*Dataset entries*

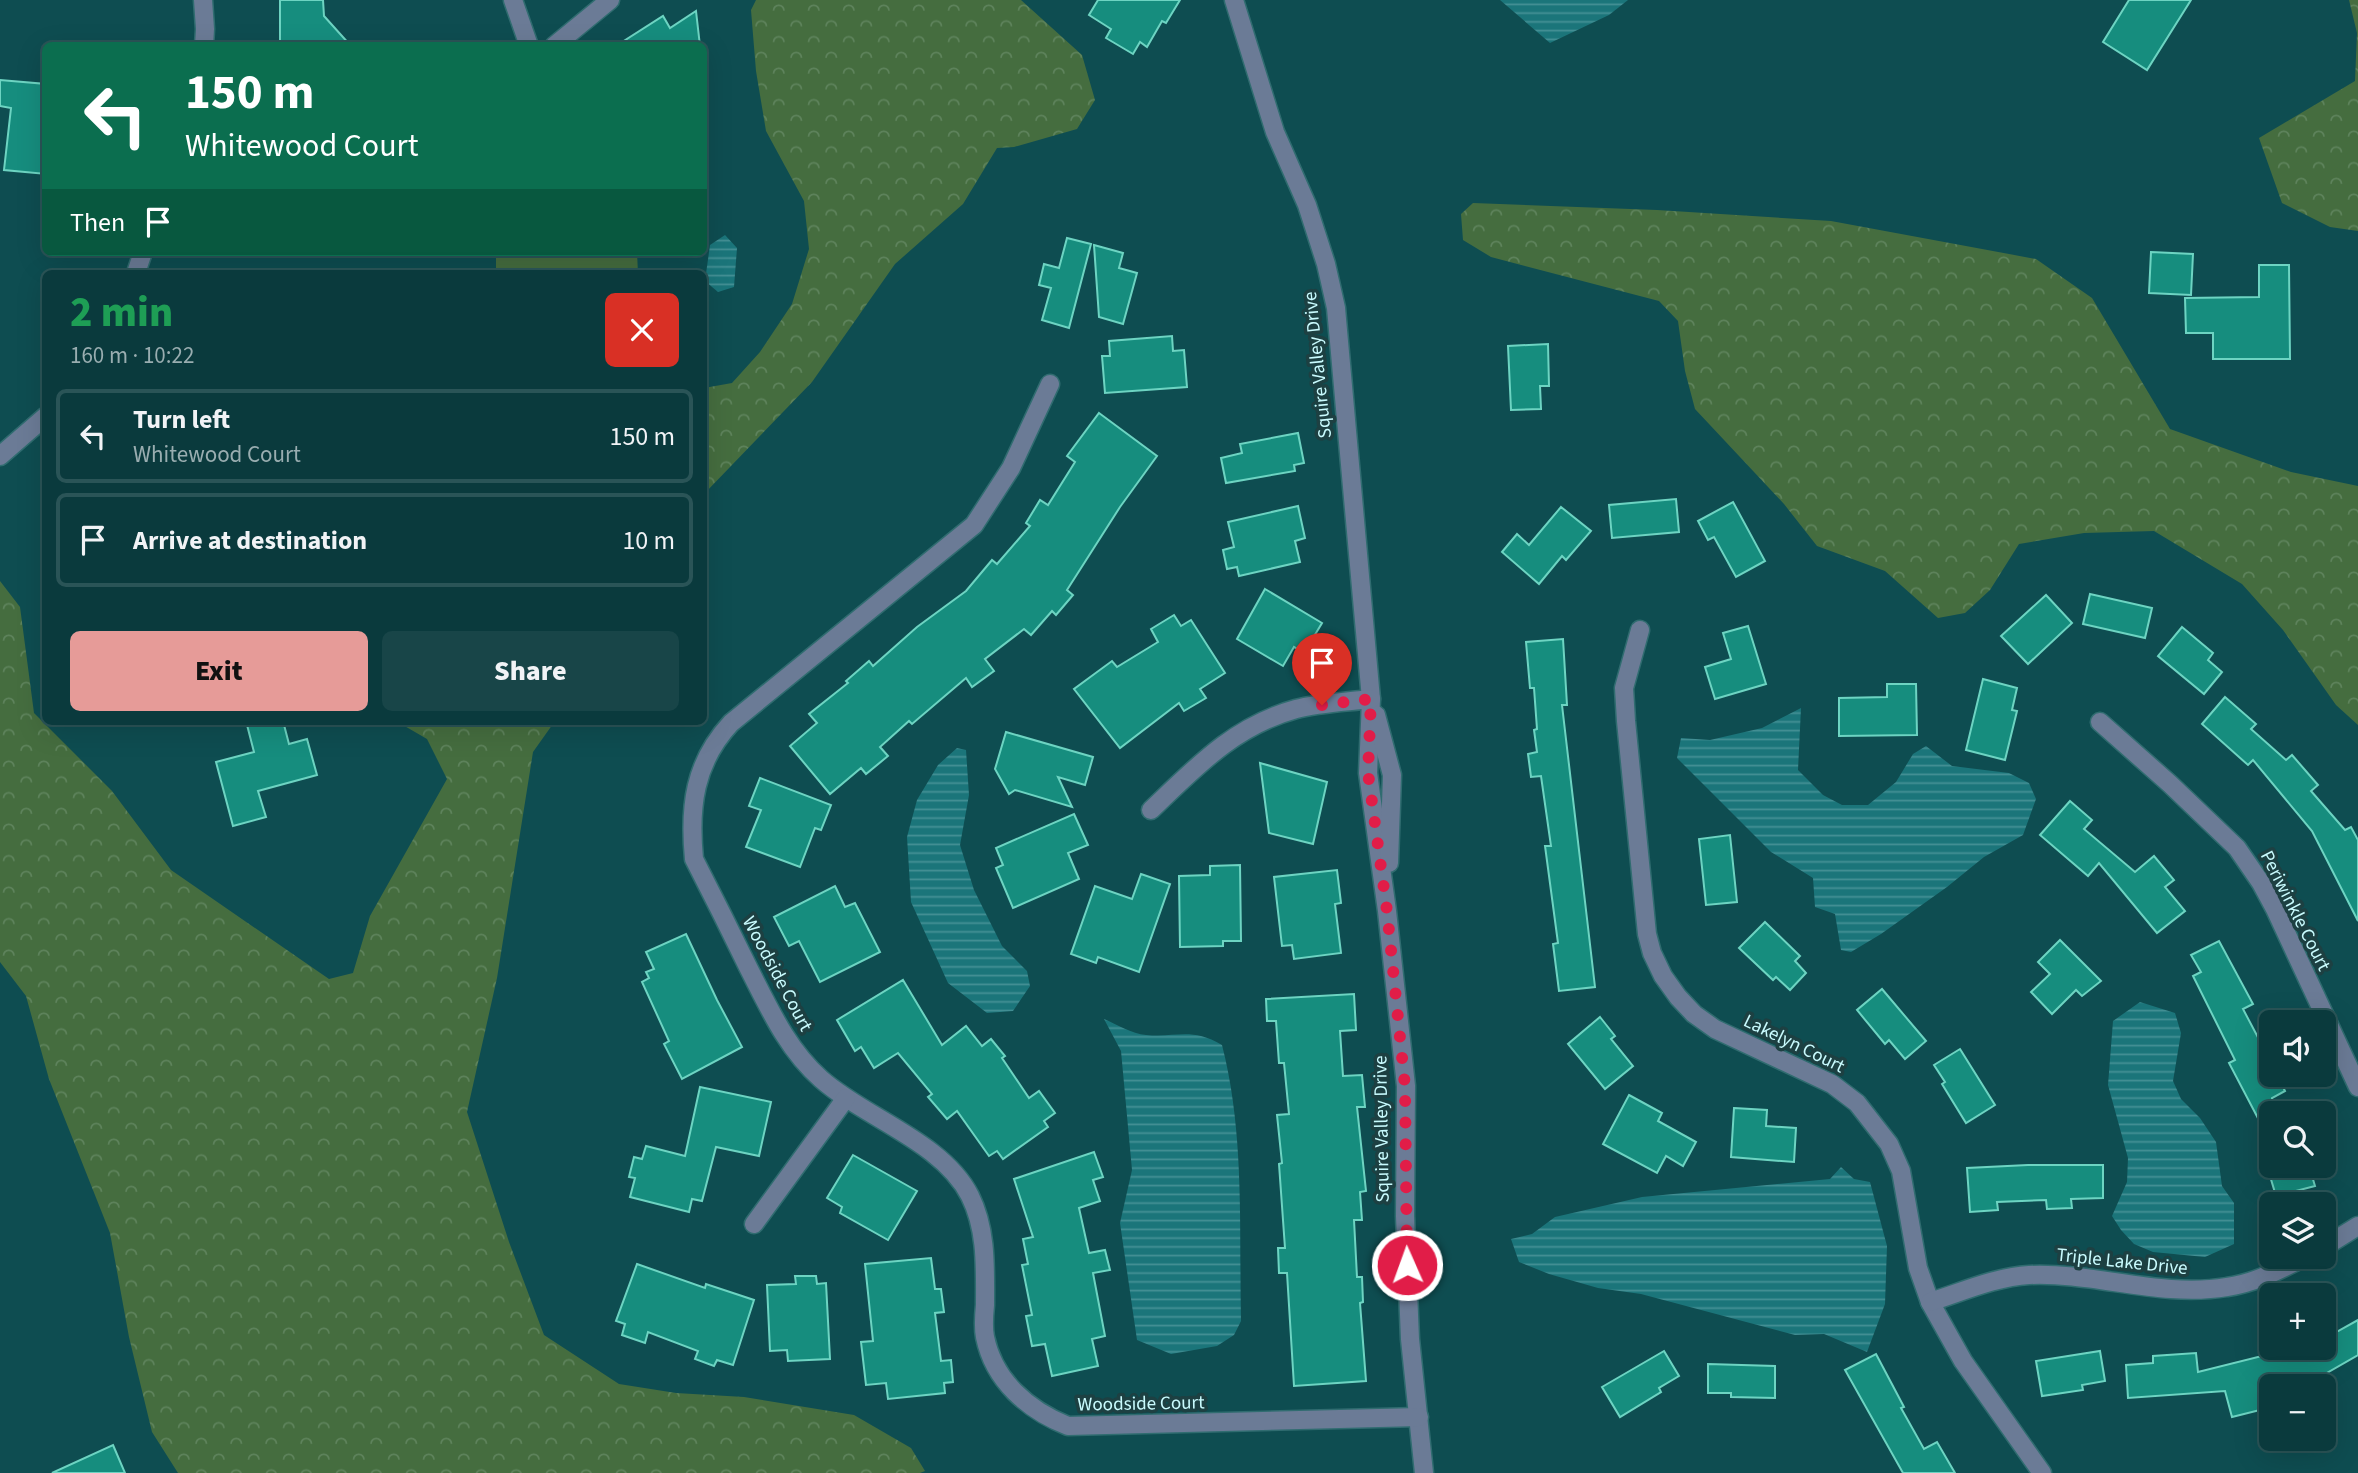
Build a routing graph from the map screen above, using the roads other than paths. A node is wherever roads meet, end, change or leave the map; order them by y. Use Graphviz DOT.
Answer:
graph roads {
  1 [pos="203,0"];
  2 [pos="513,0"];
  3 [pos="610,0"];
  4 [pos="1234,0"];
  5 [pos="204,42"];
  6 [pos="528,42"];
  7 [pos="559,42"];
  8 [pos="1050,384"];
  9 [pos="42,419"];
  10 [pos="0,456"];
  11 [pos="1640,630"];
  12 [pos="1371,699"];
  13 [pos="2100,722"];
  14 [pos="1151,810"];
  15 [pos="2358,1087"];
  16 [pos="846,1098"];
  17 [pos="754,1224"];
  18 [pos="2358,1226"];
  19 [pos="2336,1240"];
  20 [pos="2281,1269"];
  21 [pos="1930,1303"];
  22 [pos="1419,1417"];
  23 [pos="1424,1473"];
  24 [pos="2041,1473"];
  1 -- 5 [label="street"];
  2 -- 6 [label="street"];
  3 -- 7 [label="street"];
  4 -- 12 [label="street, Squire Valley Drive"];
  8 -- 16 [label="street, Woodside Court"];
  9 -- 10 [label="street"];
  11 -- 21 [label="street, Lakelyn Court"];
  12 -- 14 [label="street"];
  12 -- 22 [label="street, Squire Valley Drive"];
  13 -- 15 [label="street, Periwinkle Court"];
  16 -- 17 [label="street"];
  16 -- 22 [label="street, Woodside Court"];
  18 -- 19 [label="street"];
  20 -- 21 [label="street, Triple Lake Drive"];
  21 -- 24 [label="street, Lakelyn Court"];
  22 -- 23 [label="street, Squire Valley Drive"];
}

*ASSIGNMENT*
Where the string "roads" occurs in the data, return the whole line.

*SOLUTION TO THIS PROBLEM*
Build a routing graph from the map screen above, using the roads other than paths. A node is wherever roads meet, end, change or leave the map; order them by y. Use Graphviz DOT.
graph roads {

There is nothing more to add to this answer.